Problem requirements:
Would you repeat the entries below exactly and omit the pictures?

##### Data listing #####

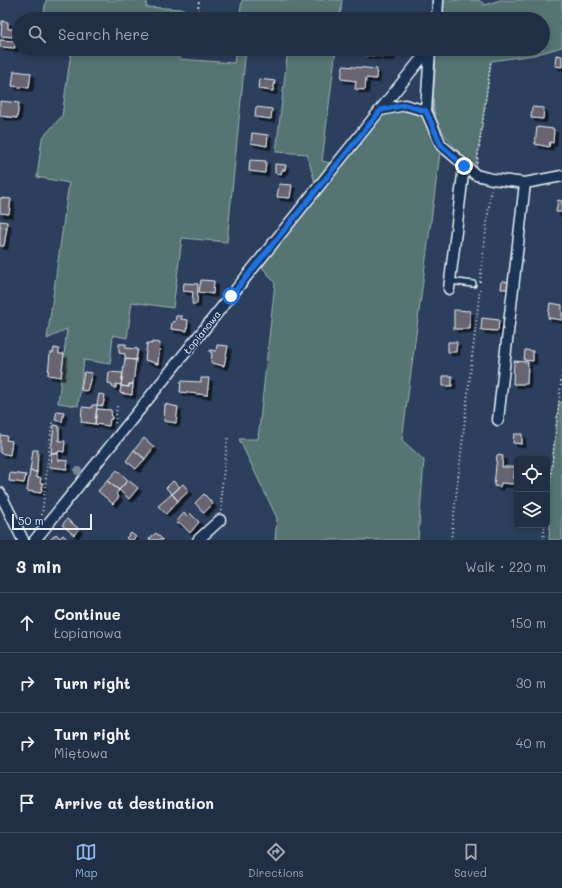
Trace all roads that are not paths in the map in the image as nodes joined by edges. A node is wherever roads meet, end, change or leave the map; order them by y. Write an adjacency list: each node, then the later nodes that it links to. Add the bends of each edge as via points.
1 (438, 0): 2 (street)
2 (437, 12)
3 (423, 56): 5 (street, Łopianowa)
4 (429, 56): 6 (street)
5 (381, 110): 6 (street, via 405,105); 15 (street, Łopianowa)
6 (426, 111): 7 (street, via 441,145)
7 (464, 166): 9 (street, via 476,175); 11 (street)
8 (562, 176): 9 (street)
9 (525, 183): 12 (street)
10 (473, 284): 11 (lane)
11 (449, 285)
12 (498, 420)
13 (0, 493): 16 (street)
14 (220, 520): 17 (street)
15 (38, 537)
16 (23, 540)
17 (198, 540)

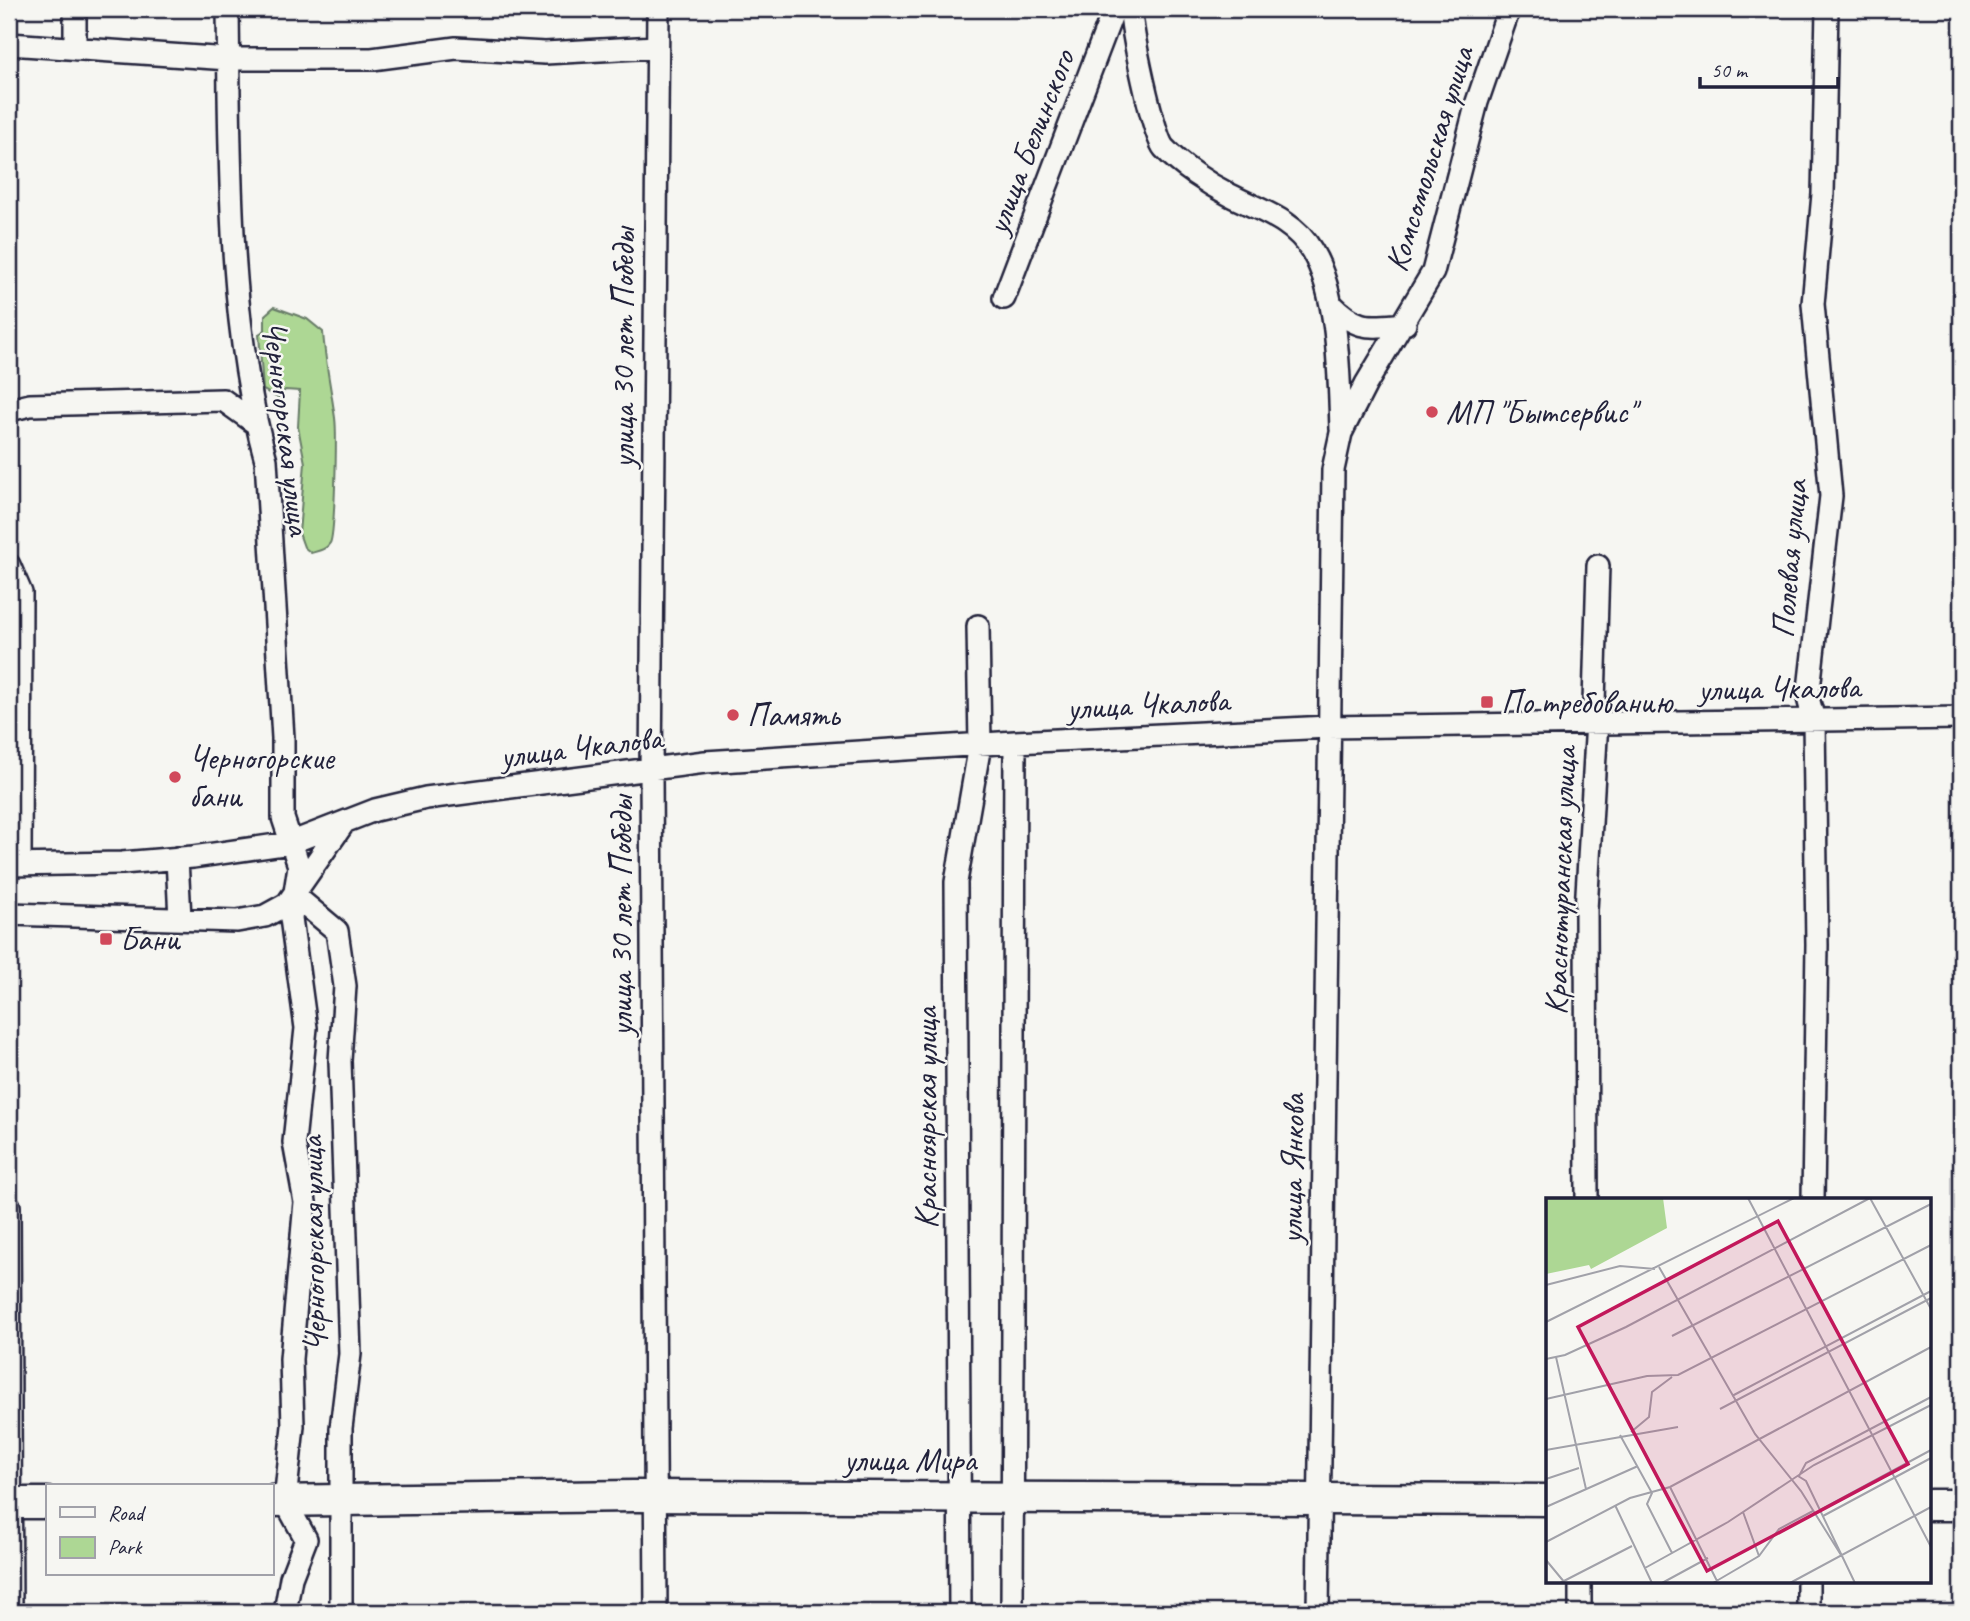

#####

Reply:
Trace all roads that are not paths in the map in the image as nodes joined by edges. A node is wherever roads meet, end, change or leave the map; order them by y. Write an adjacency list: each node, then the later nodes that it links to. Add the bends of each edge as via points.
1 (438, 0): 2 (street)
2 (437, 12)
3 (423, 56): 5 (street, Łopianowa)
4 (429, 56): 6 (street)
5 (381, 110): 6 (street, via 405,105); 15 (street, Łopianowa)
6 (426, 111): 7 (street, via 441,145)
7 (464, 166): 9 (street, via 476,175); 11 (street)
8 (562, 176): 9 (street)
9 (525, 183): 12 (street)
10 (473, 284): 11 (lane)
11 (449, 285)
12 (498, 420)
13 (0, 493): 16 (street)
14 (220, 520): 17 (street)
15 (38, 537)
16 (23, 540)
17 (198, 540)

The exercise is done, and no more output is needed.